Office 08 (in addition to removing VBA) takes far longer to start up than NeoOffice. It locks up more often. [Maximizing an Excel spreadsheet froze my entire system, just a few days ago - the final straw that made me install NeoOffice.] The interface is also worse: NeoOffice has an interface that is far more like Office 03 than the default Mac Office is. The floating "toolbox" pallette in Mac Office is next to useless. It's either in the way or helpfully auto-hiding the tool I want. The floating Excel formula bar in 08 is an asinine feature. NeoOffice even works better with Expose and Spaces than Mac Office does. And this is free software. For what Microsoft charges for Office, we should by all means expect and get much more.
The failure to use a unified interface cross-platform is a major mistake on MS's part. If Adobe can do it, no argument about the size of the code base or difficulty of cross-platform programming works for me. MS has the resources, they just don't care.
Feature parity in Office 07/08 stinks. Mac Office hasn't had equivalent features with the Windows version since Word 6. For a few examples, try this: Open Excel 08. Use the "insert function" feature. Your Toolbox pallette will give you a list of functions - but where's the drop-down that allows you to filter them by function type? Missing. You have to scroll through them all. If you know the name it helps, but they aren't even listed alphabetically. Now open Word 08. Bring up the Styles tool. Look at the options for visible styles. Where's the "Styles in use" option? You get "All" or "Available". In a doc that has been shared and edited by multiple users, both lists get unmanageably large very quickly. The only positive changes in 08 are that it's a universal binary, and that PowerPoint finally has the thumbnail view (present on Windows since at least Office 03) rather than the outline view.
I use NeoOffice for a lot of things now because it's easier and more reliable than opening Mac Office. For more complicated stuff I run Office 07 in Parallels or at home on my Windows box.

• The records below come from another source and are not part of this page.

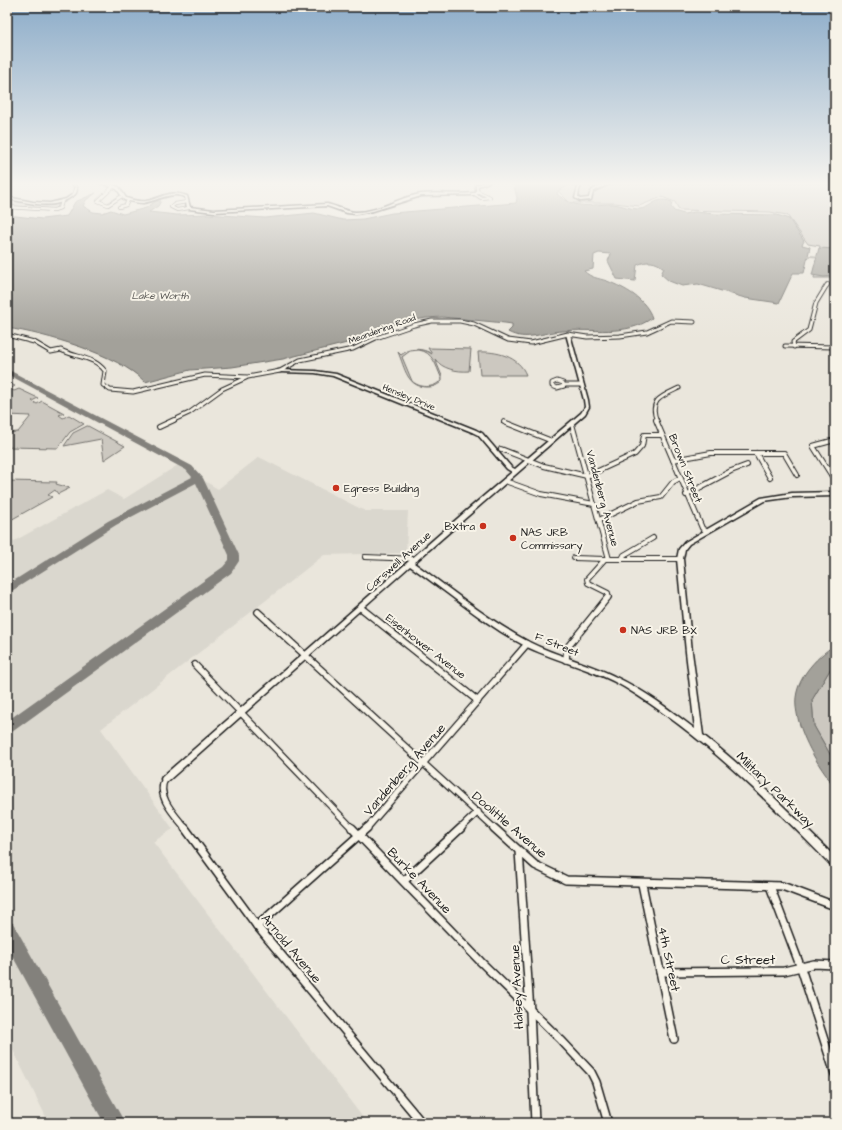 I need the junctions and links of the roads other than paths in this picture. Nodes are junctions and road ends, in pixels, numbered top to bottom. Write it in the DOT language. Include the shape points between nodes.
graph roads {
  1 [pos="828,284"];
  2 [pos="694,322"];
  3 [pos="568,334"];
  4 [pos="7,335"];
  5 [pos="785,346"];
  6 [pos="794,347"];
  7 [pos="835,347"];
  8 [pos="280,371"];
  9 [pos="248,378"];
  10 [pos="564,384"];
  11 [pos="582,385"];
  12 [pos="678,388"];
  13 [pos="504,422"];
  14 [pos="572,424"];
  15 [pos="159,427"];
  16 [pos="662,435"];
  17 [pos="835,440"];
  18 [pos="552,441"];
  19 [pos="501,449"];
  20 [pos="756,453"];
  21 [pos="529,460"];
  22 [pos="673,460"];
  23 [pos="747,465"];
  24 [pos="516,472"];
  25 [pos="797,475"];
  26 [pos="587,476"];
  27 [pos="680,478"];
  28 [pos="770,478"];
  29 [pos="505,481"];
  30 [pos="835,481"];
  31 [pos="835,494"];
  32 [pos="686,495"];
  33 [pos="594,504"];
  34 [pos="599,520"];
  35 [pos="706,531"];
  36 [pos="653,538"];
  37 [pos="365,557"];
  38 [pos="574,558"];
  39 [pos="607,559"];
  40 [pos="622,559"];
  41 [pos="680,559"];
  42 [pos="414,561"];
  43 [pos="361,608"];
  44 [pos="258,612"];
  45 [pos="527,644"];
  46 [pos="305,655"];
  47 [pos="566,660"];
  48 [pos="195,665"];
  49 [pos="478,701"];
  50 [pos="241,712"];
  51 [pos="699,735"];
  52 [pos="424,763"];
  53 [pos="165,779"];
  54 [pos="478,812"];
  55 [pos="360,836"];
  56 [pos="519,851"];
  57 [pos="835,863"];
  58 [pos="404,881"];
  59 [pos="642,884"];
  60 [pos="770,886"];
  61 [pos="835,906"];
  62 [pos="257,926"];
  63 [pos="835,965"];
  64 [pos="801,968"];
  65 [pos="660,972"];
  66 [pos="530,1011"];
  67 [pos="674,1039"];
  68 [pos="835,1074"];
  69 [pos="422,1123"];
  70 [pos="535,1123"];
  71 [pos="608,1123"];
  1 -- 6 [label="street" via="816,303 809,330 793,342"];
  2 -- 3 [label="street, Meandering Road" via="671,321 647,332 620,336 587,337"];
  3 -- 8 [label="street, Meandering Road" via="544,342 523,342 508,340 470,324 451,320 432,321 376,338 353,349 300,360"];
  3 -- 11 [label="street, Carswell Avenue"];
  4 -- 9 [label="street, Meandering Road" via="34,342 51,352 61,350 100,364 105,371 103,385 118,392 139,391 205,375"];
  5 -- 6 [label="street"];
  6 -- 7 [label="street"];
  8 -- 9 [label="street, Meandering Road"];
  8 -- 24 [label="street, Hensley Drive" via="334,375 474,431 480,434 509,468"];
  9 -- 15 [label="street" via="222,389 189,413"];
  10 -- 11 [label="street"];
  11 -- 14 [label="street, Carswell Avenue" via="586,407"];
  12 -- 16 [label="street, Brown Street" via="657,400 653,409"];
  13 -- 18 [label="street"];
  14 -- 18 [label="street, Carswell Avenue"];
  14 -- 26 [label="street, Vandenberg Avenue"];
  16 -- 22 [label="street, Brown Street"];
  16 -- 26 [label="street" via="644,435 642,446 635,454"];
  17 -- 30 [label="street" via="813,446"];
  18 -- 21 [label="street, Carswell Avenue"];
  19 -- 21 [label="street"];
  20 -- 22 [label="street" via="711,453"];
  20 -- 25 [label="street" via="784,453"];
  20 -- 28 [label="street"];
  21 -- 24 [label="street, Carswell Avenue"];
  21 -- 26 [label="street" via="554,469"];
  22 -- 27 [label="street, Brown Street"];
  23 -- 32 [label="street" via="732,470 700,490"];
  24 -- 29 [label="street, Carswell Avenue"];
  26 -- 33 [label="street, Vandenberg Avenue"];
  27 -- 32 [label="street, Brown Street"];
  27 -- 34 [label="street" via="673,482 661,498 638,501"];
  29 -- 33 [label="street" via="541,494"];
  29 -- 42 [label="street, Carswell Avenue"];
  31 -- 35 [label="street" via="767,498"];
  32 -- 35 [label="street, Brown Street" via="702,528"];
  33 -- 34 [label="street, Vandenberg Avenue"];
  34 -- 39 [label="street, Vandenberg Avenue"];
  35 -- 41 [label="street" via="687,543 682,549"];
  36 -- 40 [label="street" via="624,555"];
  37 -- 42 [label="street"];
  38 -- 39 [label="street"];
  39 -- 40 [label="street"];
  39 -- 47 [label="street, Vandenberg Avenue" via="587,579 588,583 608,593 609,596 567,648"];
  40 -- 41 [label="street"];
  41 -- 51 [label="street" via="688,652"];
  42 -- 43 [label="street, Carswell Avenue"];
  42 -- 45 [label="street, F Street"];
  43 -- 46 [label="street, Carswell Avenue"];
  43 -- 49 [label="street, Eisenhower Avenue"];
  44 -- 46 [label="street, Doolittle Avenue"];
  45 -- 47 [label="street, F Street"];
  45 -- 49 [label="street, Vandenberg Avenue"];
  46 -- 50 [label="street, Carswell Avenue"];
  46 -- 52 [label="street, Doolittle Avenue"];
  47 -- 51 [label="street, F Street" via="625,684"];
  48 -- 50 [label="street, Burke Avenue"];
  49 -- 52 [label="street, Vandenberg Avenue"];
  50 -- 53 [label="street, Carswell Avenue"];
  50 -- 55 [label="street, Burke Avenue"];
  51 -- 57 [label="street, Military Parkway" via="759,788"];
  52 -- 54 [label="street, Doolittle Avenue"];
  52 -- 55 [label="street, Vandenberg Avenue"];
  53 -- 62 [label="street, Arnold Avenue" via="161,790 167,803"];
  54 -- 56 [label="street, Doolittle Avenue"];
  54 -- 58 [label="street"];
  55 -- 58 [label="street, Burke Avenue"];
  55 -- 62 [label="street, Vandenberg Avenue"];
  56 -- 59 [label="street, Doolittle Avenue" via="535,865 566,880"];
  56 -- 66 [label="street, Halsey Avenue"];
  58 -- 66 [label="street, Burke Avenue"];
  59 -- 60 [label="street, Doolittle Avenue"];
  59 -- 65 [label="street, 4th Street"];
  60 -- 61 [label="street, Doolittle Avenue" via="782,886"];
  60 -- 64 [label="street"];
  62 -- 69 [label="street, Arnold Avenue"];
  63 -- 64 [label="street, C Street" via="814,964"];
  64 -- 65 [label="street, C Street" via="784,971"];
  64 -- 68 [label="street"];
  65 -- 67 [label="street, 4th Street"];
  66 -- 70 [label="street, Halsey Avenue"];
  66 -- 71 [label="street, Burke Avenue" via="594,1077"];
}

Office 08 is simply a major disappointment, and remains the single most annoying issue I have with using a Mac.
Yes, the Linux office equivalents aren't as polished as Windows Office. But the crap Microsoft is handing to Apple users is probably worse. The Mac, with the addition of Fusion or Parallels, solves a lot of people's problems, and provides a great user experience to boot. True. The only reason I have a Mac is because I can run Parallels. There are many research-specific applications that just don't run on any platform except Windows. I'm still furious that there aren't more options for software on my Mac though; so many vendors make crappy alternatives to the Windows versions (Microsoft is firmly in this camp!). Maybe if usage is increasing as the FPP implies, this will change.
[...] this is a flagrant canard I see what you did there. [Quack.]